Marra: Those vaccines were added on top of the list of five immunizations already required for students entering kindergarten each year, including shots for polio, hepatitis B, measles, and the chicken pox.

 

The DHHR began requiring the new vaccines in 2010, all of which are recommended by the Centers for Disease Control and Prevention, but this year, the department became more strict about implementing the mandate, threatening parents with the expulsion of their student for not complying.

 

Families were given a two-week grace period at the beginning of the year to provide documentation that their child had received the immunizations or was scheduled to receive them, but Isaac says it took many counties in the state up to 6 weeks to make sure all students had up-to-date shot records. 

  

Isaac: I never want to see a child taken out of school or even to miss a day of school which is why we worked so hard making sure we could get everybody covered because that’s detrimental. Missing one day of school is hard on a student, especially a secondary student, but, you have to understand, this is a public health issue.

 

 These are very serious diseases. Pertussis is on the rise and if adolescents get pertussis and happen to pass it to an infant, that infant could die. So you have to have what’s called herd immunity when you’re dealing with immunizations.

 

You have to have a high percentage of the students immunized so that those students who can’t be immunized for some reason, because of a health condition or an allergic condition are protected and so other people are protected, such as infants.

 

Marra: But not everyone agrees with the DHHR’s new mandate. Earlier this year, “We the Parents,” a statewide voluntary group who advocates for parental rights, filed a lawsuit with the state Supreme Court. They claimed the department was overstepping its boundaries by requiring students to receive the new vaccines and boosters.

 

The court refused to hear the case in a 4-1 decision and the group re-filed their claim in circuit court. Patrick Lane, their attorney and Kanawha County Republican delegate, says his client feels the DHHR does not have the authority to make such a determination and implement the action without the approval of state legislators.

 

"Here in West Virginia, the statute requires that any agency that promulgates rules or issues rules, they have to go through the legislative rule making process as laid out in the Administrative Procedures Act, and so our initial claim was that these vaccination requirements, these new vaccination requirements beyond what the actual West Virginia State Code requires could not be enforced unless and until the legislature passed them, acted upon them through the rule making process," said Lane.

 

After weeks of written deliberation, Kanawha Circuit Judge Tod Kaufman dismissed the lawsuit Wednesday, noting the vaccines are also recommended by the Advisory Committee on Immunization Practices, a 15-member group of experts selected by the U.S. Department of Health and Human Services secretary.

 

Lane says, even with the courts ruling, future students who may face expulsion due to refusing the immunizations still have a right to an education and the state must bring that fact into consideration.

 

"In West Virginia, under our state constitution, children have a fundamental right to an education, and it’s a very high bar for anyone to infringe upon or take away that fundamental right to an education and I’ll just give you one example, that child who brings a gun to school is expelled from school.
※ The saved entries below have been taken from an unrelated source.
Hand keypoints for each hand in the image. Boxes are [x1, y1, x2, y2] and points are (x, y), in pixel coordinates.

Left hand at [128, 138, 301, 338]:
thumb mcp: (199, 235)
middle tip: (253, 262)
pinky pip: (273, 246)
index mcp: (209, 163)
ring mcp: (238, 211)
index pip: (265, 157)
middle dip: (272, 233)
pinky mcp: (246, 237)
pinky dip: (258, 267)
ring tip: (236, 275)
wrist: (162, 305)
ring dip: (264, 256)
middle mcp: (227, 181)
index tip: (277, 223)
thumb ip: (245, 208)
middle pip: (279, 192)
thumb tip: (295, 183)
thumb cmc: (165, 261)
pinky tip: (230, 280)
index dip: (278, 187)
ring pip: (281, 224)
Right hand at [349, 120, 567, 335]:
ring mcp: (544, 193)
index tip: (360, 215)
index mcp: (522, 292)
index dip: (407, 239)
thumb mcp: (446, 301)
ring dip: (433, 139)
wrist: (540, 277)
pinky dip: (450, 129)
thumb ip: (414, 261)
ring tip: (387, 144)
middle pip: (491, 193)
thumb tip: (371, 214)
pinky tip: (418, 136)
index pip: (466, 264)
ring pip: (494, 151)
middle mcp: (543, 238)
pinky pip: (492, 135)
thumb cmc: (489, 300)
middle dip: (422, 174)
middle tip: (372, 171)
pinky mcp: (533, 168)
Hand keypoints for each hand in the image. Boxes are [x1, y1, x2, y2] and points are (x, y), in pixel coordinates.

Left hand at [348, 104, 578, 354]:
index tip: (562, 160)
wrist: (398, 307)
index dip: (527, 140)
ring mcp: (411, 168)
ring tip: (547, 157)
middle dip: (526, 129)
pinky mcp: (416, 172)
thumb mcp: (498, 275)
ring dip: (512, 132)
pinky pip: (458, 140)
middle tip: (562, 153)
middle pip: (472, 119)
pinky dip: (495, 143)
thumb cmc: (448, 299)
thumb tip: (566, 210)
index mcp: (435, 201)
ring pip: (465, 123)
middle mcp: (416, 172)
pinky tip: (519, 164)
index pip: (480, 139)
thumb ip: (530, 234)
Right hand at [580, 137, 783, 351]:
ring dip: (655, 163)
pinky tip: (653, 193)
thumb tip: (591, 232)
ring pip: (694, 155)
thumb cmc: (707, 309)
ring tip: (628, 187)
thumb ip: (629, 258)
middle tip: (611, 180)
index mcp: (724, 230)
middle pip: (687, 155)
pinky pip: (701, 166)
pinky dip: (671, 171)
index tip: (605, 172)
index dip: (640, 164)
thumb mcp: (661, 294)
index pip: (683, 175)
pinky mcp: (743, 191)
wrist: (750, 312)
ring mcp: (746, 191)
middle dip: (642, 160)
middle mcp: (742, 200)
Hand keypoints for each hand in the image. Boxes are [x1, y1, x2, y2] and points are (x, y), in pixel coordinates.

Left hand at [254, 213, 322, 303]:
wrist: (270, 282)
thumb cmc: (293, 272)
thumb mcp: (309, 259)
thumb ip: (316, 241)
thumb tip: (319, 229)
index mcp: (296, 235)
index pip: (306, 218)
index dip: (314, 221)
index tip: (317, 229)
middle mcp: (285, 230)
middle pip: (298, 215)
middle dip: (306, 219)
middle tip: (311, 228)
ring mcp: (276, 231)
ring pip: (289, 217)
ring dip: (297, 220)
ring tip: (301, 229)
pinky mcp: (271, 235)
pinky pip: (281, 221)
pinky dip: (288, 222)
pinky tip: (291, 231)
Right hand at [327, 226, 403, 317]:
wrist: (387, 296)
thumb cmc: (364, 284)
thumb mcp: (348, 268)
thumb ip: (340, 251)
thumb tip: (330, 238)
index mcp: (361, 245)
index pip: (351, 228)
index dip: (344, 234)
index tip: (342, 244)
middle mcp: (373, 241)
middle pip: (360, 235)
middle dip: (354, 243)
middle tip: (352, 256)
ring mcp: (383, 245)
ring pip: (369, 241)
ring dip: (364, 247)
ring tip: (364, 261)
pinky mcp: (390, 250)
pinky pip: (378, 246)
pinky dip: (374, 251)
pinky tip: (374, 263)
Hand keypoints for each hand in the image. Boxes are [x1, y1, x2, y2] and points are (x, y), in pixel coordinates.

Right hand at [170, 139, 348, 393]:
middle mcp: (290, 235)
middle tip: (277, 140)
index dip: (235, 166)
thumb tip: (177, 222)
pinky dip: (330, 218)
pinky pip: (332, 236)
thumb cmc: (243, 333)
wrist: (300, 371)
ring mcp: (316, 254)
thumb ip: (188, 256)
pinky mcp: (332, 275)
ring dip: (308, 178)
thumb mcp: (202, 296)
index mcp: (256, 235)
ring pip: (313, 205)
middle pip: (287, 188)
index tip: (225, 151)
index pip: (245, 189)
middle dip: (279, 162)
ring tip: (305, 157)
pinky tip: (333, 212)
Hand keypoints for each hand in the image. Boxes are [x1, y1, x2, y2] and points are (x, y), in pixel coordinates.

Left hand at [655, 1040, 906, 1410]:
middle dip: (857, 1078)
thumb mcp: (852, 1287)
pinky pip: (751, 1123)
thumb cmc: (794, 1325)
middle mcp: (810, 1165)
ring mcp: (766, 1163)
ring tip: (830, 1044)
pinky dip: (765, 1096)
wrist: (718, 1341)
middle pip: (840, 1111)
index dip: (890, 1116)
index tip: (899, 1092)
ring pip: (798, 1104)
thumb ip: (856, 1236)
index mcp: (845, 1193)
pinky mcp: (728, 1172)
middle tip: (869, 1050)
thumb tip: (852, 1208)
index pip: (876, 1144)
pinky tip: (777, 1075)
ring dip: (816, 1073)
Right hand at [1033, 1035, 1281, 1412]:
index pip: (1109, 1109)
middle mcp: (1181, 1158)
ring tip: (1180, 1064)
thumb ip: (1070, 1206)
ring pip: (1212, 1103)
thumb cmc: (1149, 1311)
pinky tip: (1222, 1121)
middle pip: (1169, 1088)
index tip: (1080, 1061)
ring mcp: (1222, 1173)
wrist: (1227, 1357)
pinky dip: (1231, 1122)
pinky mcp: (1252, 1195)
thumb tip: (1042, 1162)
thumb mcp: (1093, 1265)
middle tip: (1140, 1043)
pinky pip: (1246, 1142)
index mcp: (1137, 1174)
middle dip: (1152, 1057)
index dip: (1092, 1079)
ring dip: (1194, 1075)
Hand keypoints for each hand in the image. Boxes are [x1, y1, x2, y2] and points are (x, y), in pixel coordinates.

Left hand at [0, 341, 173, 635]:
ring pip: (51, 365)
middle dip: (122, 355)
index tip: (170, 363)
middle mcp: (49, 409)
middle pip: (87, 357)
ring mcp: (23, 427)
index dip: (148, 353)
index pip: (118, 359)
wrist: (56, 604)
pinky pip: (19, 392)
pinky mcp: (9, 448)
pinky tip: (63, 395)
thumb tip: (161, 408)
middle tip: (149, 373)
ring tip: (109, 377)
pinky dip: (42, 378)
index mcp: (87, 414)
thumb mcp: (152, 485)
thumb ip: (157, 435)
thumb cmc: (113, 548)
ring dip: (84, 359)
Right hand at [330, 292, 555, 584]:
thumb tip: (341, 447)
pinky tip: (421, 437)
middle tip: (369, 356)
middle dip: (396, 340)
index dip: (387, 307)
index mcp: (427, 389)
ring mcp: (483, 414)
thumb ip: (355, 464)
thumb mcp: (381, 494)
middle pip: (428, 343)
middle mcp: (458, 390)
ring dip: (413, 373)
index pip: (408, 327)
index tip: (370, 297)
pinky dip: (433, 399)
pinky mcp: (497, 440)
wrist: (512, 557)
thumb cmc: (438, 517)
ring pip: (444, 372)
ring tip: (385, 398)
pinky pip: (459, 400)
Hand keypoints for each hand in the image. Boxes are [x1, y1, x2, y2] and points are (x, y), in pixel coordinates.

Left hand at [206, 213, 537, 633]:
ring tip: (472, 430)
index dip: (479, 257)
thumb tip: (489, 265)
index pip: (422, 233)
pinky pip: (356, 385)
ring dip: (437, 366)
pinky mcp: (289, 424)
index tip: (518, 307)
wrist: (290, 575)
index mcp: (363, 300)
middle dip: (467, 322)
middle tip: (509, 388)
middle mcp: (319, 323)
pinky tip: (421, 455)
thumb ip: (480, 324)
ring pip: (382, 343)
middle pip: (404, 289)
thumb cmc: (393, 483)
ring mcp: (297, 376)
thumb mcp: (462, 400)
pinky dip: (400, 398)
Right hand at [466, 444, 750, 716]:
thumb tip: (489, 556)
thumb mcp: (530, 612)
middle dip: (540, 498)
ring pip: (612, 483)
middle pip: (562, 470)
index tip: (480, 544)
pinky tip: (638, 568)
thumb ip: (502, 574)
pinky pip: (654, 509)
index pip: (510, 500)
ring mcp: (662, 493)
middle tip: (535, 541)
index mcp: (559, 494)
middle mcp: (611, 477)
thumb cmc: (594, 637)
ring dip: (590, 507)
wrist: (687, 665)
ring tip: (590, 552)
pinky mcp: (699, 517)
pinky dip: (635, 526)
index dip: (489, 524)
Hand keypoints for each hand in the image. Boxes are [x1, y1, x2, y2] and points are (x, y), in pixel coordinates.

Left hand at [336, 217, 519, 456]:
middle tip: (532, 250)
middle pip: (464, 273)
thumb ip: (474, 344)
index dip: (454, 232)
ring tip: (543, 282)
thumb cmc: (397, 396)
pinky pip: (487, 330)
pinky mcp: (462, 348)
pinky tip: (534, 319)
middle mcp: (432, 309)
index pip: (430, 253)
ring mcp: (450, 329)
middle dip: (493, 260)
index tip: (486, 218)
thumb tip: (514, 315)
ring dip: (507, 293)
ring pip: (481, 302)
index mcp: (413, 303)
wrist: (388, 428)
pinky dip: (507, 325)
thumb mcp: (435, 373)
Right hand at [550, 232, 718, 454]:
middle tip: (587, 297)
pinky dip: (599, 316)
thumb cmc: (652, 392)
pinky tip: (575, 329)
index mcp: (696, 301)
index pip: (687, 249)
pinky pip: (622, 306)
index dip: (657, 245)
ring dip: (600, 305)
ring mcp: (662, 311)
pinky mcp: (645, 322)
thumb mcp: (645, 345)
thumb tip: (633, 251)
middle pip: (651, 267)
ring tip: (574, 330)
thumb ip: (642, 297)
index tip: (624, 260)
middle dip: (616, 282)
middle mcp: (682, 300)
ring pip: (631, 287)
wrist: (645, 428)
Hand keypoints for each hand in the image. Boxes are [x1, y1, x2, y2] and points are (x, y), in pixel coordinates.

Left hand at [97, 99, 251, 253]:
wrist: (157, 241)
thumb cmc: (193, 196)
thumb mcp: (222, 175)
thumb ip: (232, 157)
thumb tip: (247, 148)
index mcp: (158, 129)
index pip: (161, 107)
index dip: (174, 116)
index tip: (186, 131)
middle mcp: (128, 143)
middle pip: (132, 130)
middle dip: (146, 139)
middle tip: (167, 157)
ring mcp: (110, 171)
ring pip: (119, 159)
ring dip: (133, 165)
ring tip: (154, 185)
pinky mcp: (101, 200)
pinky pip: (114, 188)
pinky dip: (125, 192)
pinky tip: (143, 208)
They’re not allowed to attend. That child still has a fundamental right to an education in West Virginia and so that child that brings a gun to school is still being taught by the local county board of education.

 

"They’re either on home-bound or an alternative education program. It seems surprising to me that the agency, number one, and to some degree the court, would decide that that child who brings a gun to school has a higher level, a higher right to education than a child who doesn’t get a hepatitis shot."

 

Of the 5,000 7th and 12th graders in Kanawha County affected by the mandate, only 2 cases resulted in expulsion. Isaac says both of those cases involved 18-year-old students who chose to leave school rather than get the vaccinations. Lane says his clients are considering appealing the judge’s decision in circuit court in the coming weeks.